Lovely deck. The house my son just bought has a lovely enclosed deck too, so nice to be able to sit out when it's hot or even when it rains. His is even screened so no mosquitos :-D


----------



## tami_ohio (Mar 22, 2011)

Bonnie7591 said:


> It's a shame no one will use them, they make such great juice & jelly. Some here even make pies from them. My DH doesn't like the pie as he wants them peeled & that's not going to happen. I had 3 apple trees but had to cut them down as they had fire blight. I planted new ones but the deer keep eating them, I may never get apples :-(


I have never seen this many crab apples! And it doesn't seem to be only this tree either. I have no idea what they taste like, or what to do with them. I have not made jelly in YEARS and don't remember how, and as for canning anything. I think I have done that once. What little canning was done was pre 1984, and my late DMIL was in charge of that. Wish someone could use them tho. Anyone close to me that wants them can come pick some!


----------



## gagesmom (Oct 14, 2011)

Budasha- a friend at work has purchased this pair of monster longies for his grandson. 

And it was a 24 hour bug. He is better. Thank goodness.


----------



## RookieRetiree (Jan 27, 2011)

budasha said:


> Do you know if the hospice care is close to Daralene or will she still have to travel a long way to see her mom? Wherever she goes, it will be a relief to know that she is getting good care.


I'm sure the Hospice care is near where Daralene's sisters and Mom live in Ohio...probably in the same home as where her Mom lives. Daralene is from NY, so will still have to drive back and forth.


----------



## budasha (Aug 10, 2011)

Fan said:


> Our sun is very strong downunder and I spent lots of time,sunbathing and boating in my young days, and it tends to turn the skin brown and wrinkled like an old prune lol!!! On a naughty note, if it's in the genes, just as well my dad didn't keep it in his jeans, or else I wouldn't be who I am. LOL!
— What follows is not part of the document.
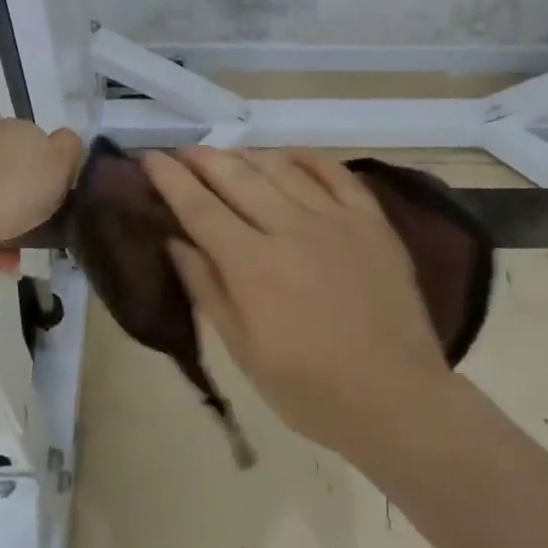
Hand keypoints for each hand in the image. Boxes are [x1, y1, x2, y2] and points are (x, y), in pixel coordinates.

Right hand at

You are too funny! My first laugh of the day.

I'm going to the Wainfleet Heritage Festival with my brother later. I grew up in the area and a tabernacle that was on my mom and dad's property was moved to this site. It will be interesting to see how it's been restored.


----------



## RookieRetiree (Jan 27, 2011)

budasha said:


> You are too funny! My first laugh of the day.
> 
> I'm going to the Wainfleet Heritage Festival with my brother later. I grew up in the area and a tabernacle that was on my mom and dad's property was moved to this site. It will be interesting to see how it's been restored.


Liz, come meet us here if you haven't already done so....Rookie
http://www.knittingparadise.com/t-359126-1.html


----------



## Designer1234 (Aug 9, 2011)

tami_ohio said:


> I have never seen this many crab apples! And it doesn't seem to be only this tree either. I have no idea what they taste like, or what to do with them. I have not made jelly in YEARS and don't remember how, and as for canning anything. I think I have done that once. What little canning was done was pre 1984, and my late DMIL was in charge of that. Wish someone could use them tho. Anyone close to me that wants them can come pick some!


Crabapple jelly is one of my favorites. My Grandmother made the most wonderful jelly, it has a taste all of its own. Hmm. I wonder if crabapples are grown around here- (I don't can now, but maybe I can find my recipe and my DIL and I could do it together. mmmm mmmm1


----------



## Designer1234 (Aug 9, 2011)

flyty1n said:


> I agree with darowil. The problem with hospitals is that they are a service organization. As such, the staff has very little control over the day to day happenings. Anything can, and usually does, disrupt the best laid plans and organization for treatment. An emergency could well have come in that required the pharmacist to stop everything else and tend to the drugs needed for that patient. There are often other patients who require extra care or who do some crazy things that can harm themselves or other patients. Staff can get sick or have family emergencies and not be able to come to work thus leaving an already stressed and overworked staff even more so. As one of the many who care for patients, I always, as do my staff members, try to treat everyone with respect and give the very best care we know how to give. Unfortunately, circumstances often change everything and we must respond to the most urgent or emergent need. I know you felt it should have been your son, but it just could be that something else was even more likely to be death dealing and needed to be dealt with first. Thanks for being understanding that things didn't go exactly as planned. Ultimately, the important thing is that he got the right drug, the right amount, administered in the correct manner to the correct patient. I am hoping he will tolerate his chemo well.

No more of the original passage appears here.